I have used the scopolamine patch for many years (Scopolamine was also in pill form for a few years and that was much better and cheaper.) and I am a big fan. I could not have done any of the travel I have done without it. However, I have had one serious withdrawal episode. It was a few years ago when I wore a patch for three continuous weeks while in Australia. When I returned home I ripped the patch off and suffered the extreme dizziness and nusea that others have described. I went to bed for three days and did not move. Since that time, I have never worn the patch for an extended period of time and I never take the patch off as soon as my trip ends or when the three operative days for the patch are up. Instead, I leave the patch on for weeks on the theory that there is some residual medication and I let it titter itself out. That seems to do the trick for me. I have had no serious withdrawal symptoms after that one experience and I use the patch for a week or less about twice a year. I have had some sight equilibrium problems, but nothing serious enough to keep me from my usual routines. Really just a slight dizziness when I stand up quickly after being stationary for a long period of tiime (like when I get out of bed in the morning). Everybody is different. For me, using two patches over 7-10 days is fine as long as I leave that last patch on for a week or more.
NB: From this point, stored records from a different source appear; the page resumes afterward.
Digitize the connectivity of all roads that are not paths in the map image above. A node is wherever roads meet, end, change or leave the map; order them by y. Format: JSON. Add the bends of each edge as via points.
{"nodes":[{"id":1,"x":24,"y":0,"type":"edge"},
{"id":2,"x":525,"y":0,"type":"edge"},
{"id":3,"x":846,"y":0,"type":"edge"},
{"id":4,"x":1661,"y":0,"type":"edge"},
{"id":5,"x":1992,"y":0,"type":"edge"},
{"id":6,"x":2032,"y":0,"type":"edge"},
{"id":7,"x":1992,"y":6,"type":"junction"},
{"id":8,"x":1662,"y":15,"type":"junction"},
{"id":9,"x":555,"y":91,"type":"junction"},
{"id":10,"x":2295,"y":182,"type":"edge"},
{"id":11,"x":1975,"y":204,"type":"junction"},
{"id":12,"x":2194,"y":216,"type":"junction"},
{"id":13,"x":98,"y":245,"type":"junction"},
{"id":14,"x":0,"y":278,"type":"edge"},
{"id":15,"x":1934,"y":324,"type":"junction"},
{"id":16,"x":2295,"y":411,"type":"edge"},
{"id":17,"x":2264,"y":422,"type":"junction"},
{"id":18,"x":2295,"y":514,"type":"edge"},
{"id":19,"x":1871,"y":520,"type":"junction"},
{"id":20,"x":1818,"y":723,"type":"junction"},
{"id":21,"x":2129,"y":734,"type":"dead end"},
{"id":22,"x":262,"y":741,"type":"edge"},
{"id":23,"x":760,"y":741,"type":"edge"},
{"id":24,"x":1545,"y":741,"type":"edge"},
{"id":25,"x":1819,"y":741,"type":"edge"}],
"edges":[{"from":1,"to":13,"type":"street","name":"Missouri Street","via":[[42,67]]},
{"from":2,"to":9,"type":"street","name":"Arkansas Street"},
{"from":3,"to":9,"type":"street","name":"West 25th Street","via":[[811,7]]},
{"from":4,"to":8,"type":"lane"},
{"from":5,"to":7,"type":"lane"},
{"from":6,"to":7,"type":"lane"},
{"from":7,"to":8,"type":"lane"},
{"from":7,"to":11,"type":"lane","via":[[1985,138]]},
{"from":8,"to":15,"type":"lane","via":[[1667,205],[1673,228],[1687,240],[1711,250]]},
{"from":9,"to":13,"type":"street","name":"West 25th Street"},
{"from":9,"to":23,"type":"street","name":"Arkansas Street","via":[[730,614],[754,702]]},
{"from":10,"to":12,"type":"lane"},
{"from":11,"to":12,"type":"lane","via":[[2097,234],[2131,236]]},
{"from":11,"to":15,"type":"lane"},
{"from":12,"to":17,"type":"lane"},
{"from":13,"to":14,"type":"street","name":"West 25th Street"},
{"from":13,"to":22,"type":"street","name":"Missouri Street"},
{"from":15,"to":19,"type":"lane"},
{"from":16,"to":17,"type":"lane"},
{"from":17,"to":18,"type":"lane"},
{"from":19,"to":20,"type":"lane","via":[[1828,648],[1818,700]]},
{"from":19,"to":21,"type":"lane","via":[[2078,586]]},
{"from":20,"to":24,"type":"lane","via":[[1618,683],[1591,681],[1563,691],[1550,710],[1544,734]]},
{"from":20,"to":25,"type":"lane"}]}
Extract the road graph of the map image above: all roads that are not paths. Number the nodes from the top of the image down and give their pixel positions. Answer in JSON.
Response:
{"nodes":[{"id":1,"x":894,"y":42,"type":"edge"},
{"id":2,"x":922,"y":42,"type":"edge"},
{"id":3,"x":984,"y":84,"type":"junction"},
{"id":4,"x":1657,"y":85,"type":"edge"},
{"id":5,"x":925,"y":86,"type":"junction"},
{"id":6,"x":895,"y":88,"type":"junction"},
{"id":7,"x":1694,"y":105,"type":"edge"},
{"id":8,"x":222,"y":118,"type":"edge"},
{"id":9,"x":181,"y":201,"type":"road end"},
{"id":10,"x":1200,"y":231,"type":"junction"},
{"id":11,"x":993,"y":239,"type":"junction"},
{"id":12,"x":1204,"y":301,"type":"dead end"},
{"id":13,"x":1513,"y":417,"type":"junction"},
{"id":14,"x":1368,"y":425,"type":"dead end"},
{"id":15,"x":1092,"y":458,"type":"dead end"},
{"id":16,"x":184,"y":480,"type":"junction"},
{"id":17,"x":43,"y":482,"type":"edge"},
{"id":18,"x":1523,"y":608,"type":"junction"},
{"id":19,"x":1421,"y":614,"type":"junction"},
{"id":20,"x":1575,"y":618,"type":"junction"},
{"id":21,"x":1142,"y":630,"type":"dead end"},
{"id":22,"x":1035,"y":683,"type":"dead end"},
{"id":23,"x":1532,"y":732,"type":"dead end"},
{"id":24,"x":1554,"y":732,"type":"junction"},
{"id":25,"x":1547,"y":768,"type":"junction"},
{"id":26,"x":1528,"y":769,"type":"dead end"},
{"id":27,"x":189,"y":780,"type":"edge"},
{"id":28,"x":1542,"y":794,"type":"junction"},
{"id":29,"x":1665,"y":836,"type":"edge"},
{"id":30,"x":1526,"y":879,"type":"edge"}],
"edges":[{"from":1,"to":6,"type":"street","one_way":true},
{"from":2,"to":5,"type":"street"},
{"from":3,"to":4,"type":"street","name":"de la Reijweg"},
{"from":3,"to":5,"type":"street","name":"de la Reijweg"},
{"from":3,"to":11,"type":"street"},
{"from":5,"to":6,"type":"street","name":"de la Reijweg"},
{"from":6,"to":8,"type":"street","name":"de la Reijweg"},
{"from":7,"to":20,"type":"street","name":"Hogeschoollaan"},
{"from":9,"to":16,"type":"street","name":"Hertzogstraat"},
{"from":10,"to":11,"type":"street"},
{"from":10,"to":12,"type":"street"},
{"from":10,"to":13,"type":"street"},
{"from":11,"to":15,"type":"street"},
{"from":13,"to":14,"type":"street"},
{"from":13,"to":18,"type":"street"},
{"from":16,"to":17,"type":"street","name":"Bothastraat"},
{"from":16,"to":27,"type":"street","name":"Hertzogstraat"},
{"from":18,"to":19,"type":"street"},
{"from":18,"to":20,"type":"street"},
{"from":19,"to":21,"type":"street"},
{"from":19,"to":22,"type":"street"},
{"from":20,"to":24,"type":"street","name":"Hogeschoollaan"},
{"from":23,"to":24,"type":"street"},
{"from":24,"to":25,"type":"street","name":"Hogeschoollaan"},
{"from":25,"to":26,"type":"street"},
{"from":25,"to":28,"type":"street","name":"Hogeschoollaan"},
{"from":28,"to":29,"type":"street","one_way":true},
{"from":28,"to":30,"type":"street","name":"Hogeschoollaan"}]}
Hi everyone. I actually DO have Mal de Debarquement Syndroms (syndromes) (MdDS), but I also had issues with the scopalomine patch. My last episode of MdDS started because I flew in an airplane, and because there is no cure for MdDS, my doctor asked if I'd tried the patch. I hadn't, and I've tried just about everything for MdDS. So I tried the patch. I had watery vision and felt strange the whole time, and then I had trouble getting off it. I noticed my scopalomine reaction was less by day 3, so I just left the patch on. I noticed someone else on here did the same thing. I too felt there must be some medication left in the patch after 3 days, and that worked to wean me off. Of course, once I was off the patch, my MdDS symptoms kicked into high gear, but that's a different story.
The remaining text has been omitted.